Le conseil municipal de Saint-Boniface

Saint-Boniface et ses employés règlent 89 griefs

Le syndicat des employés de Saint-Boniface et la Municipalité prennent les moyens pour enterrer la hache de guerre. Quelques semaines après l’arrivée de nouveaux élus autour de la table du conseil, les deux parties ont réglé les 89 griefs qui s’empilaient à une vitesse effarante après le renouvellement de la convention collective.

Les dernières négociations ont été longues et pénibles. Trois ans ont été nécessaires pour aboutir à un nouveau contrat de travail signé en janvier dernier. Malgré ce contrat tout neuf, les affrontements concernant entre autres des jours fériés et des primes impayés se multipliaient et la Municipalité a accumulé plus de 200 000 $ de dépenses (frais d’avocat, règlement avec des employés, etc.) depuis le début des négociations jusqu’au règlement des griefs.

Tous les griefs ont été réglés à la suite de deux séances de négociations tenues le 30 novembre et le 7 décembre entre le syndicat et les conseillers municipaux Sylvio Bourgeois et Jonathan Fleury. Selon Stéphane Lemaire, la bonne volonté démontrée par le conseil a joué un rôle majeur dans ce règlement entériné lundi par le conseil.

«La convention collective n’était pas respectée. Je m’occupe de 26 unités syndicales dans les domaines municipal et paramunicipal et je n’ai pas cinq griefs au total dans toutes les autres unités!

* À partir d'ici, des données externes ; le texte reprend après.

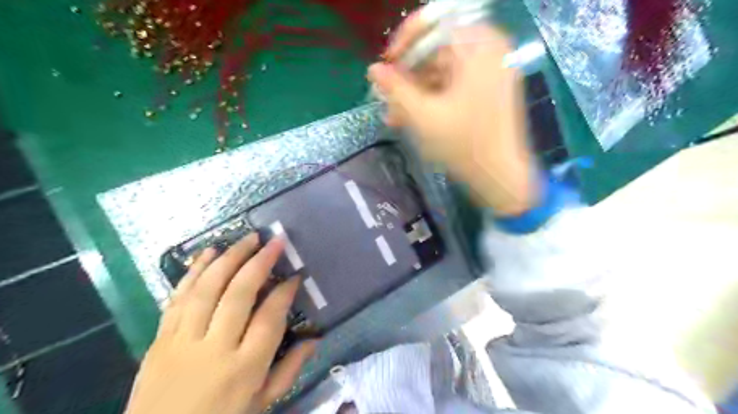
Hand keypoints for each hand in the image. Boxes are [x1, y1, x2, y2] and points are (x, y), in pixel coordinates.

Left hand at [125, 234, 314, 413]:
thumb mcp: (261, 403)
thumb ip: (289, 370)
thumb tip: (314, 339)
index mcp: (244, 369)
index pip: (269, 319)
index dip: (284, 293)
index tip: (295, 276)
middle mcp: (214, 349)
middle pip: (238, 295)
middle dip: (259, 263)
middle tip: (274, 241)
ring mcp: (182, 341)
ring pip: (207, 289)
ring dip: (229, 258)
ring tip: (248, 238)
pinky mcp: (160, 339)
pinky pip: (178, 298)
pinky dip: (194, 271)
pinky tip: (209, 252)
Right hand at [372, 11, 539, 214]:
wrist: (499, 177)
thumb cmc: (464, 145)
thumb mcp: (423, 116)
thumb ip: (395, 89)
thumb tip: (373, 69)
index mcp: (479, 47)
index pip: (435, 26)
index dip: (405, 43)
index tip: (386, 65)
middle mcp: (488, 52)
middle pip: (437, 52)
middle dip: (407, 77)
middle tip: (386, 97)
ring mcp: (489, 72)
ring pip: (442, 73)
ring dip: (415, 93)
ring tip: (394, 116)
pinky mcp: (487, 91)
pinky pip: (452, 87)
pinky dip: (432, 100)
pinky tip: (411, 119)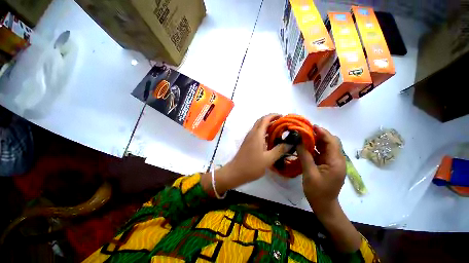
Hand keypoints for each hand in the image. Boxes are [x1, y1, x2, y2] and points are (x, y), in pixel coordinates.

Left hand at [208, 114, 292, 193]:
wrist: (236, 171)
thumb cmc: (252, 166)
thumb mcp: (268, 159)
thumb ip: (280, 150)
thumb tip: (290, 142)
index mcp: (257, 134)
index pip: (265, 119)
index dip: (274, 115)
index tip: (283, 116)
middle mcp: (252, 133)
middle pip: (261, 121)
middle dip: (271, 119)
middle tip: (281, 123)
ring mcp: (249, 138)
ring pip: (258, 127)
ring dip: (267, 126)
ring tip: (278, 130)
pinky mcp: (247, 142)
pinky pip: (256, 133)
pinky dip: (264, 132)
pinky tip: (270, 139)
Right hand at [297, 126, 345, 215]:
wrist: (324, 206)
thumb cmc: (317, 191)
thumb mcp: (309, 173)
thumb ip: (304, 155)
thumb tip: (298, 141)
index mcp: (336, 162)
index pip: (332, 141)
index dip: (322, 132)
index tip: (311, 126)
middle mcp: (337, 160)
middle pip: (331, 142)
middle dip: (319, 134)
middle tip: (306, 131)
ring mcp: (333, 163)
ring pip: (326, 147)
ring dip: (316, 140)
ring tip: (304, 136)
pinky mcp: (328, 165)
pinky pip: (322, 153)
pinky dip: (315, 148)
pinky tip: (306, 146)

C’était l’enfer, les relations de travail. Mais avec le nouveau conseil, ça semble changer. Et on peut saluer la contribution des conseillers à la table», mentionne M. Lemaire, conseiller à la CSN.

Céline Lemay, présidente du syndicat représentant 18 employés municipaux à Saint-Boniface, sent que le conseil arrive avec une énergie et une volonté de replacer le climat de travail dans le bon sens.

«On espère avoir un climat sain et agréable, ce qu’on n’avait pas depuis quelques années. On va voir. On n’efface pas rapidement les impacts de 89 griefs. Ça va prendre des preuves de cette bonne volonté, mais je suis confiante.»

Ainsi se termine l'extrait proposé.